Now, Sutton's lawyer, Mitchell Lansden of Baton Rouge, La., said two court-ordered freezes in the early 1980s on Sutton's assets "destroyed his companies." He has filed for personal and corporate bankruptcy.
He is appealing the outcome of the government's civil suit, under which he owes about $400 million, including penalties and interest, in restitution for alleged oil-pricing irregularities.
"The government's been after him for a long time," Lansden said.
The lawyer said several of Sutton's properties, including the Xanadu Beach Hotel, which he bought from Howard Hughes' Summa Corp. for $8 million, have been sold to meet business and legal costs.
Tax liens and bad investments also have taken a toll, Lansden said. Sutton has alleged in court papers that many of his employes fleeced him.
"I don't think there'll be anything left," Lansden said.

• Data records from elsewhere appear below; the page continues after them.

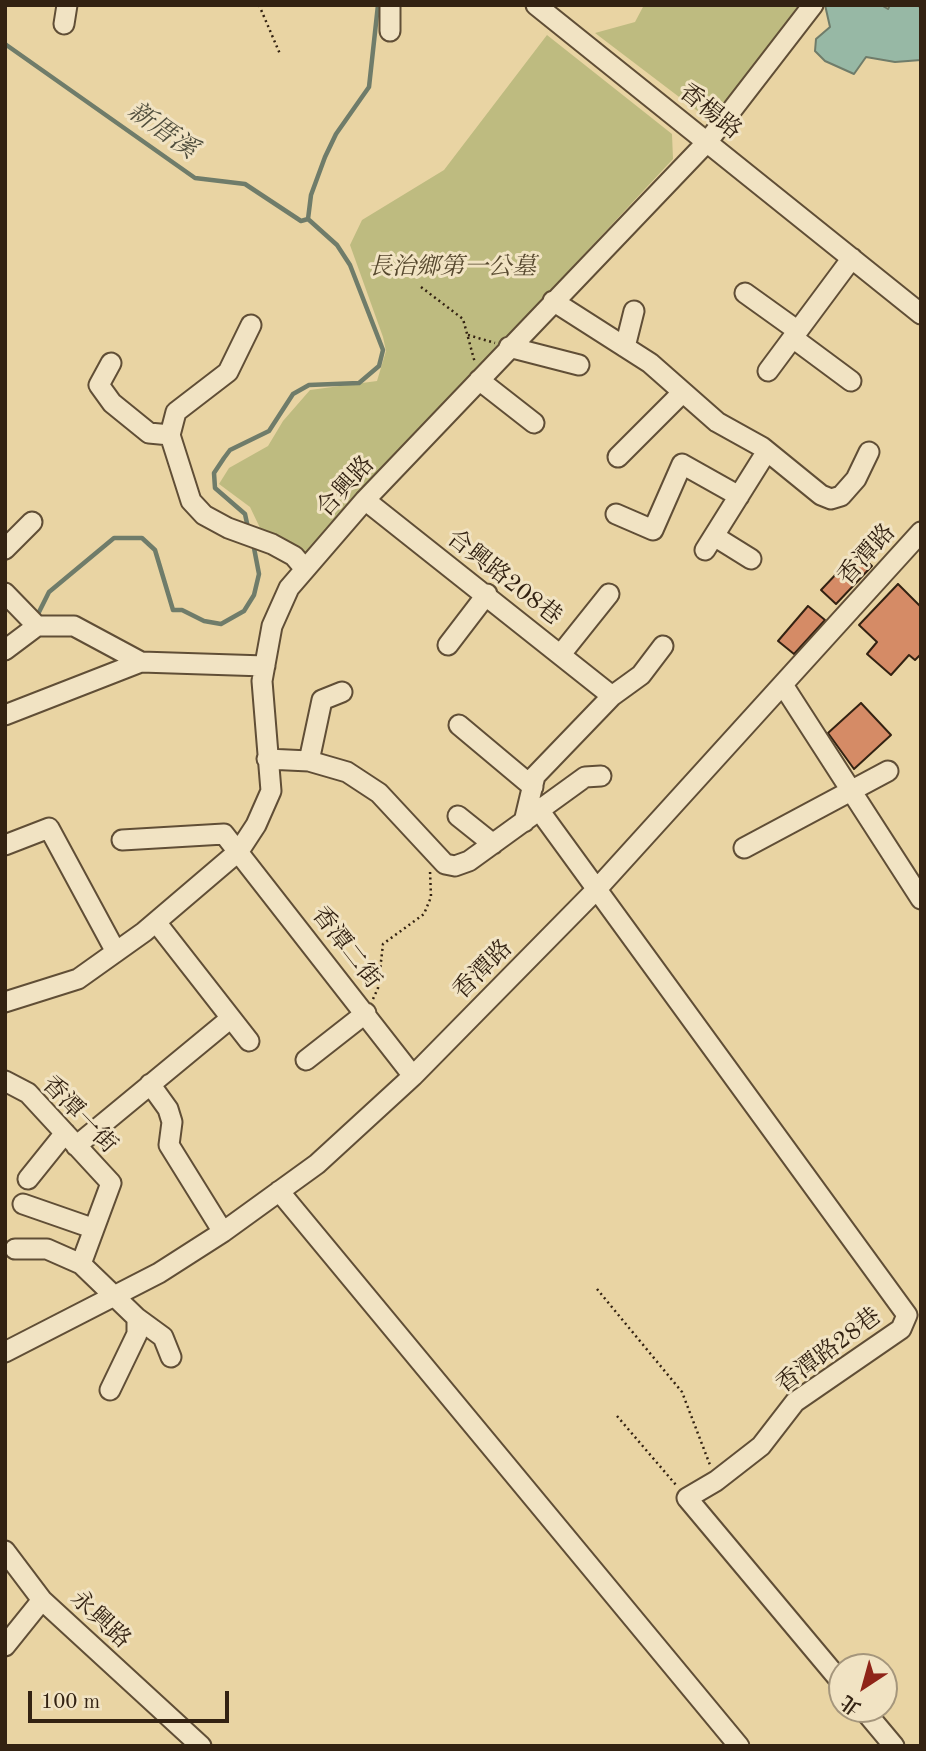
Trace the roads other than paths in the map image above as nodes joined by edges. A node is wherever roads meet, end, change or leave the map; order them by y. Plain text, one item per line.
1 (390, 5) edge
2 (536, 5) edge
3 (813, 5) edge
4 (390, 31) dead end
5 (708, 141) junction
6 (852, 258) junction
7 (745, 293) dead end
8 (553, 301) junction
9 (634, 311) dead end
10 (921, 314) edge
11 (251, 325) dead end
12 (795, 335) junction
13 (509, 347) junction
14 (625, 347) junction
15 (111, 363) dead end
16 (579, 365) dead end
17 (768, 371) dead end
18 (479, 380) junction
19 (851, 381) dead end
20 (683, 392) junction
21 (534, 423) dead end
22 (170, 435) junction
23 (767, 451) junction
24 (869, 452) dead end
25 (618, 457) dead end
26 (739, 496) junction
27 (365, 500) junction
28 (616, 514) dead end
29 (32, 522) dead end
30 (921, 532) edge
31 (5, 549) edge
32 (751, 559) dead end
33 (305, 569) junction
34 (5, 593) edge
35 (487, 594) junction
36 (609, 594) dead end
37 (37, 626) junction
38 (448, 645) dead end
39 (663, 646) dead end
40 (5, 650) edge
41 (561, 654) junction
42 (141, 662) junction
43 (265, 666) junction
44 (783, 685) junction
45 (342, 692) dead end
46 (611, 695) junction
47 (5, 715) edge
48 (459, 725) dead end
49 (267, 759) junction
50 (309, 761) junction
51 (888, 771) dead end
52 (601, 776) dead end
53 (533, 787) junction
54 (851, 791) junction
55 (458, 816) dead end
56 (531, 816) junction
57 (122, 840) dead end
58 (493, 844) junction
59 (5, 845) edge
60 (744, 848) dead end
61 (239, 851) junction
62 (596, 890) junction
63 (921, 899) edge
64 (156, 922) junction
65 (116, 952) junction
66 (5, 1002) edge
67 (366, 1013) junction
68 (231, 1018) junction
69 (249, 1041) dead end
70 (306, 1060) dead end
71 (413, 1076) junction
72 (150, 1084) junction
73 (7, 1085) edge
74 (70, 1140) junction
75 (28, 1180) dead end
76 (279, 1191) junction
77 (23, 1204) dead end
78 (92, 1228) junction
79 (223, 1232) junction
80 (16, 1249) dead end
81 (81, 1264) junction
82 (112, 1296) junction
83 (137, 1318) junction
84 (5, 1352) edge
85 (172, 1357) dead end
86 (110, 1390) dead end
87 (5, 1552) edge
88 (43, 1600) junction
89 (5, 1646) edge
90 (828, 1666) edge
91 (875, 1723) edge
92 (201, 1746) edge
93 (739, 1746) edge
94 (894, 1746) edge

1 - 4 street
2 - 5 street, 香楊路
3 - 5 street, 合興路
5 - 6 street, 香楊路
5 - 8 street, 合興路
6 - 10 street, 香楊路
6 - 12 street
7 - 12 street
8 - 13 street, 合興路
8 - 14 street
9 - 14 street
11 - 22 street
12 - 17 street
12 - 19 street
13 - 16 street
13 - 18 street, 合興路
14 - 20 street
15 - 22 street
18 - 21 street
18 - 27 street, 合興路
20 - 23 street
20 - 25 street
22 - 33 street
23 - 24 street
23 - 26 street
26 - 28 street
26 - 32 street
27 - 33 street, 合興路
27 - 35 street, 合興路208巷
29 - 31 street
30 - 44 street, 香潭路
33 - 43 street, 合興路
34 - 37 street
35 - 38 street
35 - 41 street, 合興路208巷
36 - 41 street
37 - 40 street
37 - 42 street
39 - 46 street
41 - 46 street, 合興路208巷
42 - 43 street
42 - 47 street
43 - 49 street, 合興路
44 - 54 street
44 - 62 street, 香潭路
45 - 50 street
46 - 53 street
48 - 53 street
49 - 50 street
49 - 61 street, 合興路
50 - 58 street
51 - 54 street
52 - 56 street
53 - 56 street
54 - 60 street
54 - 63 street
55 - 58 street
56 - 58 street
56 - 62 street
57 - 61 street
59 - 65 street
61 - 64 street, 合興路
61 - 67 street, 香潭二街
62 - 71 street, 香潭路
62 - 90 street, 香潭路28巷
64 - 65 street, 合興路
64 - 68 street
65 - 66 street, 合興路
67 - 70 street
67 - 71 street, 香潭二街
68 - 69 street
68 - 72 street
71 - 76 street, 香潭路
72 - 74 street
72 - 79 street
73 - 74 street, 香潭一街
74 - 75 street
74 - 78 street, 香潭一街
76 - 79 street, 香潭路
76 - 93 street
77 - 78 street
78 - 81 street, 香潭一街
79 - 82 street, 香潭路
80 - 81 street
81 - 82 street
82 - 83 street
82 - 84 street, 香潭路
83 - 85 street
83 - 86 street
87 - 88 street, 永興路
88 - 89 street
88 - 92 street, 永興路
91 - 94 street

But the claims of poverty don't impress skeptical federal prosecutors. "Nobody believes he's impecunious, although he claims to be," said Assistant U.S. Attorney E. Lawrence Barcella Jr., who prosecuted the bribery case here.

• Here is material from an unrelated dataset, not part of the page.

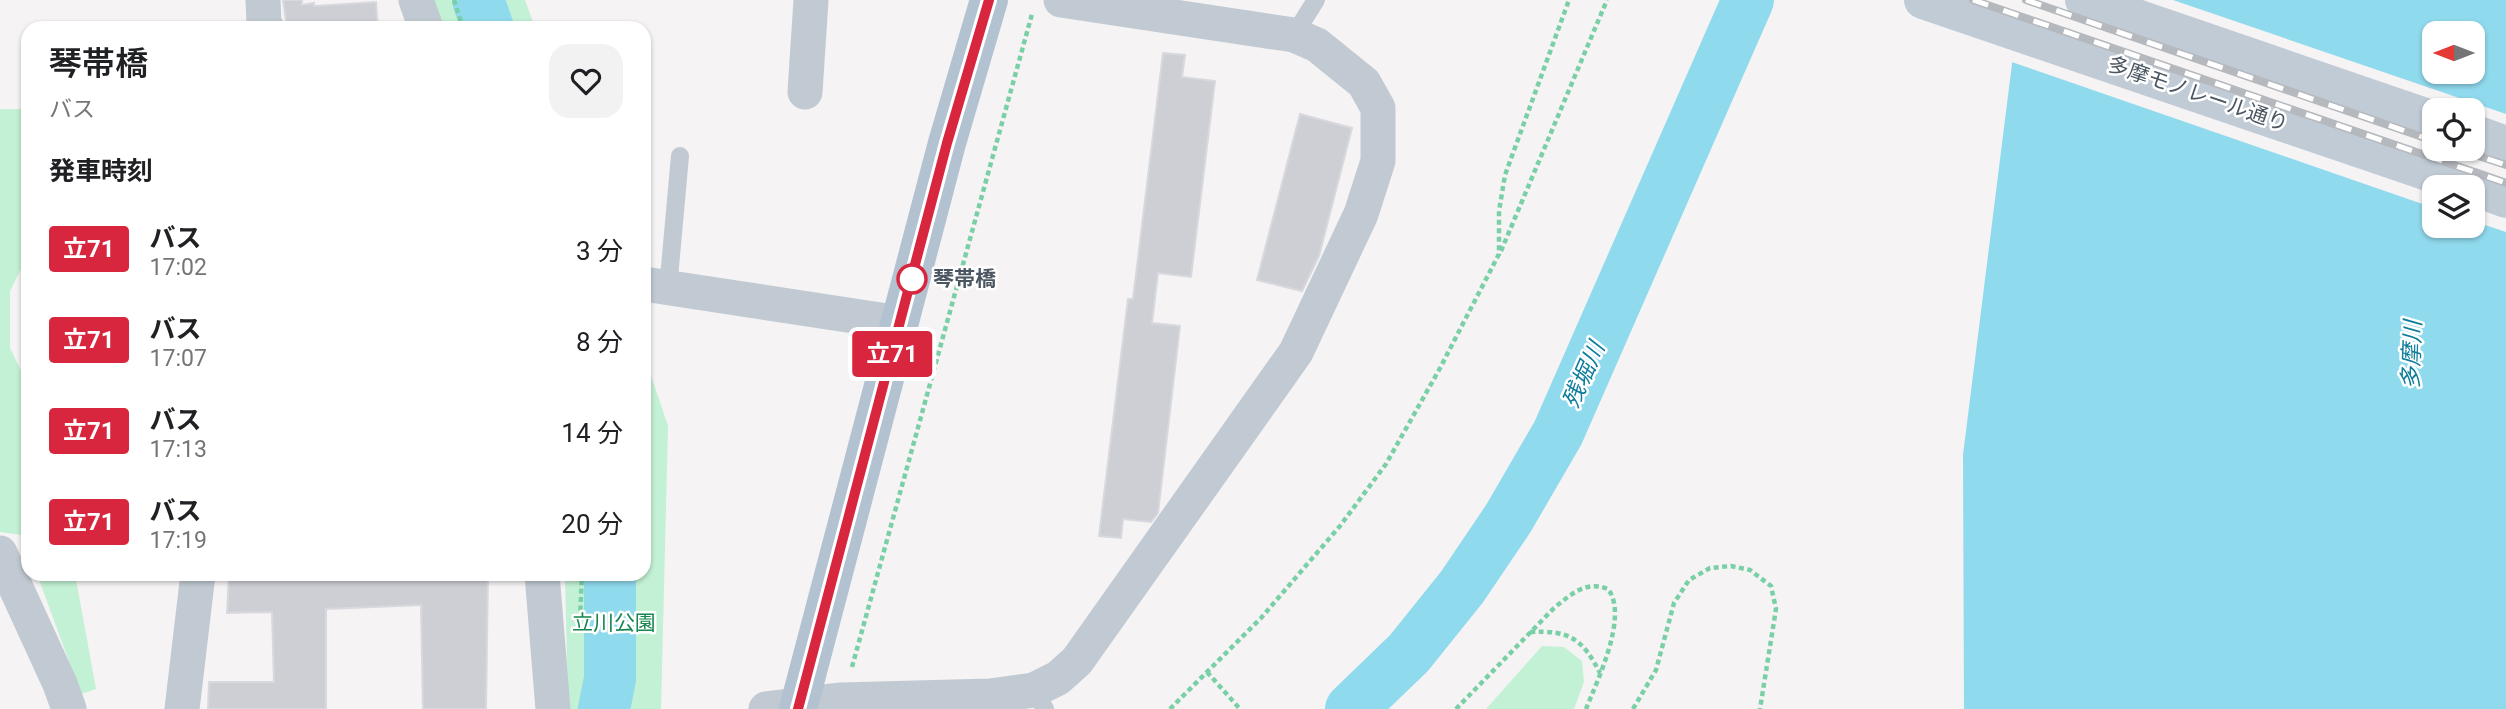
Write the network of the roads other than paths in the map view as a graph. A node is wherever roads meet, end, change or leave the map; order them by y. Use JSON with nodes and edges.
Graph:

In the 1982 Tulsa trial, federal prosecutors charged that Sutton made his millions by means of an intricate fraud scheme. He allegedly "miscertified" so-called "old oil" -- produced before oil price controls took effect in 1973 -- as higher-priced "new oil."

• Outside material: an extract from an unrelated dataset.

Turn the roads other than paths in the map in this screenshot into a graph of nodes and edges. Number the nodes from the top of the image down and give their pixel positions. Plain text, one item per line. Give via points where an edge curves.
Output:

The price difference, allegedly concealed in bookkeeping transactions, allowed Sutton to pocket huge sums, according to the government's evidence.
But in a midtrial ruling that stunned prosecutors, U.S. District Court Judge James Ellison dismissed all of the fraud and racketeering counts against Sutton, holding that the government had failed to make its case.
What remained were obstruction-of-justice charges alleging that Sutton had asked a New Orleans acquaintance to help prevent two former associates from producing company records for a federal grand jury.
Unfortunately for Sutton, the acquaintance was reputed mobster Carlos Marcello, who was under secret wiretap surveillance in the FBI's "Brilab" investigation of suspected bribery involving government and labor officials in several states. Prosecutors also charged that Sutton had ordered some other company records destroyed.
The jury believed that section of the Justice Department's case and Sutton was convicted.
Sutton has steadfastly maintained his innocence of any oil-price wrongdoing -- an argument that has won sympathy in some quarters.
"He says he didn't understand the Energy Department regulations and there's truth in that," said Riley Wilson, the veteran oil editor of the Tulsa World. "Several appeals courts have held that the rules were ambiguous. The obstruction and bribery -- that's another matter."
Others doubt that Sutton was quite so naive as an oil trader.
"He told me once, 'Every time DOE passed a new regulation, they opened three new alleys for me to make money,' " said one acquaintance who asked to remain unidentified.
Drenched in prosperity, Sutton was said to have bought $100,000 homes for some of his employes and rewarded others with fat bonuses at Christmas time.
"It was a hell of a free-wheeling period, I'll tell you," said one Tulsa resident familiar with Sutton's rise and decline. "Those people lived in a profligate style."
A self-described born salesman, Sutton today seems a different man, worried about his wife and family and exhibiting "the servility of a convict," according to a friend who visited Sutton recently in federal prison in Fort Worth, Tex.
"It's a country club down there, but he's reacting badly to it," the friend said. Sutton's health also is impaired by the effects of his stroke.
At his financial peak, Sutton donated a new baseball park to his home town. In gratitude, officials named the place for its benefactor.
"And as soon as he was indicted," one Tulsa resident said, they "changed the name to Tulsa County Stadium."